Pourquoi cette mission vous a-t-elle été confiée ?
D’abord, il ne faut pas le cacher, parce que nous incarnons, comme beaucoup d’autres, ces problématiques. Nous intervenons tous les trois sur les questions de racisme et d’antisémitisme, à des niveaux divers. Laetitia Avia en tant que députée, mais aussi puisqu’elle a été la cible de propos haineux et explicitement racistes ces derniers temps. (Elle a notamment été menacée de mort dans une lettre raciste, qu’elle a choisi de publier en février dernier, ndlr.) Gil Taïeb qui, en tant que vice-président du CRIF, est en première ligne sur le sujet malheureusement toujours récurrent et virulent de l’antisémitisme. Enfin, moi sur le racisme de manière plus générale à travers mes livres – essais et romans -, mes enseignements et mes engagements associatifs multiples. Il se trouve également que j’ai lancé depuis un an une initiative qui s’appelle « What the fake », pour lutter contre l’extrémisme, la manipulation et la haine en ligne.
Beaucoup de travail a été réalisé sur ces sujets, notamment par de nombreuses associations et organisations dont il faut saluer l’engagement et la qualité des propositions.
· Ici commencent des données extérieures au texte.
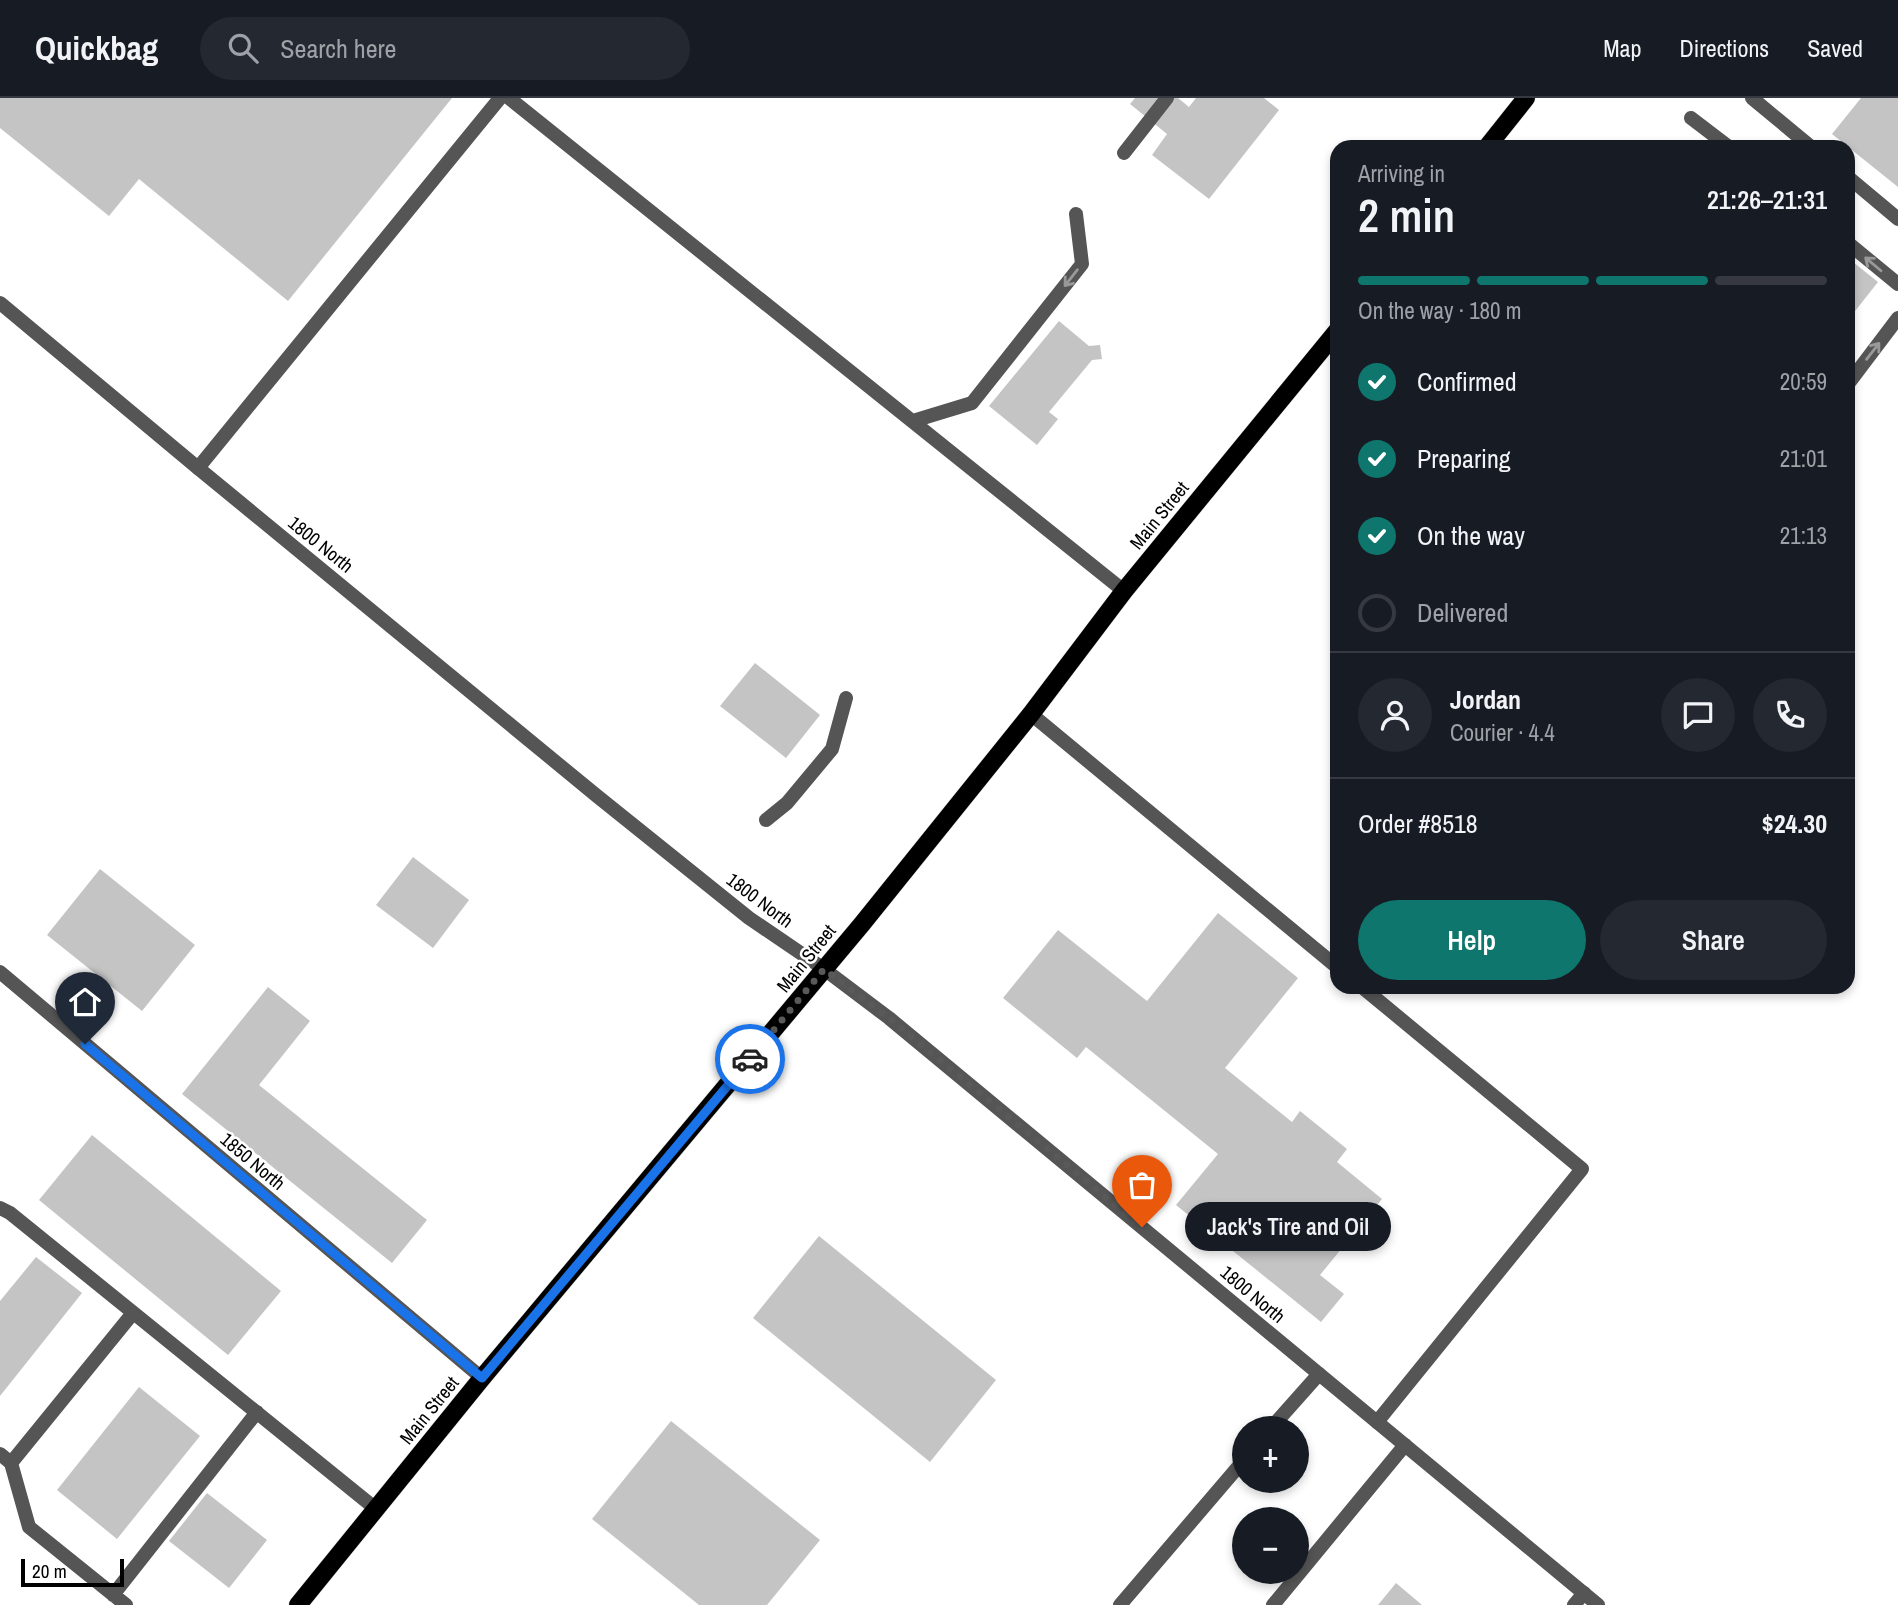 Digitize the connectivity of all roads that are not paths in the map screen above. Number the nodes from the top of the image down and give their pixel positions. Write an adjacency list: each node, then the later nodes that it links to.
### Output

Nous ne partons pas de rien, loin s’en faut. Peut-être apportons-nous, à travers nos trois expériences, un regard un peu neuf, complémentaire, sur ce sujet grave, une dimension aussi un peu politique peut-être.
La lutte contre les contenus haineux sur internet, n’est-ce pas un combat perdu d’avance ?
Pas du tout, au contraire. Jusque-là, Internet est un espace qui n’a été que très peu régulé. Cela fait une quinzaine d’années que les « haters » prolifèrent, déversent leur haine, alors même qu’il y a des lois en France qui encadrent la liberté d’expression. Ça ne signifie pas qu’il faut rétablir le délit d’opinion, mais qu’il existe des règles. En France, on ne peut pas injurier, diffamer, tenir des propos négationnistes, antisémites, anti-musulmans, racistes, homophobes ou encore sexistes dans l’espace public, que ce soit dans la rue ou dans un journal. On considère que ces bornes concourent au vivre ensemble et à l’expression saine des libertés individuelles et des libertés collectives. Même si quelques progrès ont été faits par des plateformes, Internet reste largement, hélas, un espace d’impunité et d’irresponsabilité, alors que les mêmes règles doivent s’appliquer dès lors que les contenus sont publics (ils le sont tous à l’exception des conversations privées et des mails). Des outils existent pour faire respecter les lois, notamment des outils de signalement, mais ils sont trop peu utilisés. Il existe aussi une plateforme publique de signalement, Pharos, mais elle est dotée de trop peu de ressources.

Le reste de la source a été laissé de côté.